[Dataset entries]
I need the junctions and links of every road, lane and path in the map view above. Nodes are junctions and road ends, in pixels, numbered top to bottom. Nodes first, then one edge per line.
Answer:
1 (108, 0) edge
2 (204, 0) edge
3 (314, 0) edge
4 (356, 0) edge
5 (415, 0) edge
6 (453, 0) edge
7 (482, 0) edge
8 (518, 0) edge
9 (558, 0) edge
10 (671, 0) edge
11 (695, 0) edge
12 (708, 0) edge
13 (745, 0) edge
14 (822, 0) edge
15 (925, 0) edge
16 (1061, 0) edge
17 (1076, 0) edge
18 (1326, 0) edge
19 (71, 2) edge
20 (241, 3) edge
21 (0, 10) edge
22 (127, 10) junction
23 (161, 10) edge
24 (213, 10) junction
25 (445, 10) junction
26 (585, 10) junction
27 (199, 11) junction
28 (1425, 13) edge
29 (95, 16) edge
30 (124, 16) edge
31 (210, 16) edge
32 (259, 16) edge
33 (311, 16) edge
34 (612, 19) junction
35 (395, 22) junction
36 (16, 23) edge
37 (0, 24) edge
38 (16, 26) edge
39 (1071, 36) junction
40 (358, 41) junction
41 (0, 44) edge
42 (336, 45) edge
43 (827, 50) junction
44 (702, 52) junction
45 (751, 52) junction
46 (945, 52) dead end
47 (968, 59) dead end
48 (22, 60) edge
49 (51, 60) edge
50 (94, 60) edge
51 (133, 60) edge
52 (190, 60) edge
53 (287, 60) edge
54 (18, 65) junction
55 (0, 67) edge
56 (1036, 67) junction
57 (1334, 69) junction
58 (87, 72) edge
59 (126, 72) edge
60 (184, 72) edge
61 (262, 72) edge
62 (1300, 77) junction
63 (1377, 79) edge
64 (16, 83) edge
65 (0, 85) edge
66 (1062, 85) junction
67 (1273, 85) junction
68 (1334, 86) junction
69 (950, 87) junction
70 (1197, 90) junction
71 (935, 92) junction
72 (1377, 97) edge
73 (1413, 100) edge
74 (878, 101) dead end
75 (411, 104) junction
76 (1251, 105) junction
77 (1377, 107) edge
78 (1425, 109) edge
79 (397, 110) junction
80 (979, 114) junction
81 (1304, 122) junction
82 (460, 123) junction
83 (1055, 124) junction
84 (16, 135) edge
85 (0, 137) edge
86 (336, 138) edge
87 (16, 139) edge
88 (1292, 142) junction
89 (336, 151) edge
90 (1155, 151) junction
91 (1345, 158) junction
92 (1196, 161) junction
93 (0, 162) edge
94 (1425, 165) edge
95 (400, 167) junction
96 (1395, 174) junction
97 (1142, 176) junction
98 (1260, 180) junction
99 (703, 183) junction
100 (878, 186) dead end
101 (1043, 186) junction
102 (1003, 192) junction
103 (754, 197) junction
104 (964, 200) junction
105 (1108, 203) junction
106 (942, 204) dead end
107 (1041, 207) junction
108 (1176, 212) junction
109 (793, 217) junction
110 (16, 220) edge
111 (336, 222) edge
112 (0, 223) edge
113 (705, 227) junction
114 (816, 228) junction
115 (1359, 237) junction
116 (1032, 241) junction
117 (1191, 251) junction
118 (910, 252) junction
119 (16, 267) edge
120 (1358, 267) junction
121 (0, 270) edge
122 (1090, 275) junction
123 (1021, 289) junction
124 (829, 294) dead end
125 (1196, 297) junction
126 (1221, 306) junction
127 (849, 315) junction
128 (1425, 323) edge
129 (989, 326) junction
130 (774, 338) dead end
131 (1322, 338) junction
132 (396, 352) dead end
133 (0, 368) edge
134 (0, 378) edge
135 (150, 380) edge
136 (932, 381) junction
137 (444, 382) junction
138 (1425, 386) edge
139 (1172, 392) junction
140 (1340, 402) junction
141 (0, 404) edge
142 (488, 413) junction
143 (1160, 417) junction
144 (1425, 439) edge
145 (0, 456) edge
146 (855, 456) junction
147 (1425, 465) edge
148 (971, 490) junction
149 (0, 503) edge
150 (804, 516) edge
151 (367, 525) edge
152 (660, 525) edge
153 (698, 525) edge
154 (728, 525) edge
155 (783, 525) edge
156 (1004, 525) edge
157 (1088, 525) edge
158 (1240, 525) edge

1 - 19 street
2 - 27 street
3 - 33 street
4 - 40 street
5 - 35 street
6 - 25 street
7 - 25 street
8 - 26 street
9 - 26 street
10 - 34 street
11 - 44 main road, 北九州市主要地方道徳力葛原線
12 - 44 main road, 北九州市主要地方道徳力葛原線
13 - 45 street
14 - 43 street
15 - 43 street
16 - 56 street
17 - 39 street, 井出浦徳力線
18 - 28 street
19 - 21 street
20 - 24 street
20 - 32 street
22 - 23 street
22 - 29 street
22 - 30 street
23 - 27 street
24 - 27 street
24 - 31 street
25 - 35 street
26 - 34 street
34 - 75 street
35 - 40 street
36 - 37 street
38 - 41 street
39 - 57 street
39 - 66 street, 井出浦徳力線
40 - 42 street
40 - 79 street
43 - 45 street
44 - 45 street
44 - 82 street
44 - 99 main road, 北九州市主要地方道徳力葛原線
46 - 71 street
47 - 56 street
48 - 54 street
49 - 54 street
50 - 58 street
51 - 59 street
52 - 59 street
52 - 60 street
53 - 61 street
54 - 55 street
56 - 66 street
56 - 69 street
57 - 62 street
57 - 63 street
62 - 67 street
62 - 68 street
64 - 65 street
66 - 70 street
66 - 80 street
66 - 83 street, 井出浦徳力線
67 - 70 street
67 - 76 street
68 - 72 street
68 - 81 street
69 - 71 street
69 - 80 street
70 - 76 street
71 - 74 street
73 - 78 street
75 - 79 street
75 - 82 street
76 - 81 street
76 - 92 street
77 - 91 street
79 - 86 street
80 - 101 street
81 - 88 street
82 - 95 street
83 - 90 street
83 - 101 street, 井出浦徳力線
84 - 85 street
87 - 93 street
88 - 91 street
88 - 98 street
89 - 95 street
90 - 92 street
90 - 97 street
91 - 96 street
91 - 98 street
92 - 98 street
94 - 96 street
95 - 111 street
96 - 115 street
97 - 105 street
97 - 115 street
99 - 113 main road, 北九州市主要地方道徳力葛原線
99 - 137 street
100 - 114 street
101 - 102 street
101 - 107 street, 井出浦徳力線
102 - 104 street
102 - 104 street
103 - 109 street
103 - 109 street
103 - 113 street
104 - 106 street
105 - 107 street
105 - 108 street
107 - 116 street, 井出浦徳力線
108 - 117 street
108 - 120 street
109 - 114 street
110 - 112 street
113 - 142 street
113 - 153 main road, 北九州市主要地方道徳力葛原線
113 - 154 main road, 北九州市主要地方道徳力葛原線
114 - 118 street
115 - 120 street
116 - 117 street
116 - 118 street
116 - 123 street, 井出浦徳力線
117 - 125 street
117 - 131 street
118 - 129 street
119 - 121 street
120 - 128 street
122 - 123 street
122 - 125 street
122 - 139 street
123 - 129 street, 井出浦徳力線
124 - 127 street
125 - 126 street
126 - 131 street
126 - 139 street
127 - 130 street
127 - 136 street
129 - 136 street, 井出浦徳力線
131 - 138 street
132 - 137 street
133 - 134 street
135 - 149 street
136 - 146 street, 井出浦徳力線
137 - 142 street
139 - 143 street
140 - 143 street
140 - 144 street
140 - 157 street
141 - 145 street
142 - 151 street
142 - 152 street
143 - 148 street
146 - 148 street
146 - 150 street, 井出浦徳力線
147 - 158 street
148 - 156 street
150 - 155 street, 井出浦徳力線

● **TASK STATEMENT**
Find every line in the records above that contains the word "井出浦徳力線", and copy each one.

● **RESPONSE**
17 - 39 street, 井出浦徳力線
39 - 66 street, 井出浦徳力線
66 - 83 street, 井出浦徳力線
83 - 101 street, 井出浦徳力線
101 - 107 street, 井出浦徳力線
107 - 116 street, 井出浦徳力線
116 - 123 street, 井出浦徳力線
123 - 129 street, 井出浦徳力線
129 - 136 street, 井出浦徳力線
136 - 146 street, 井出浦徳力線
146 - 150 street, 井出浦徳力線
150 - 155 street, 井出浦徳力線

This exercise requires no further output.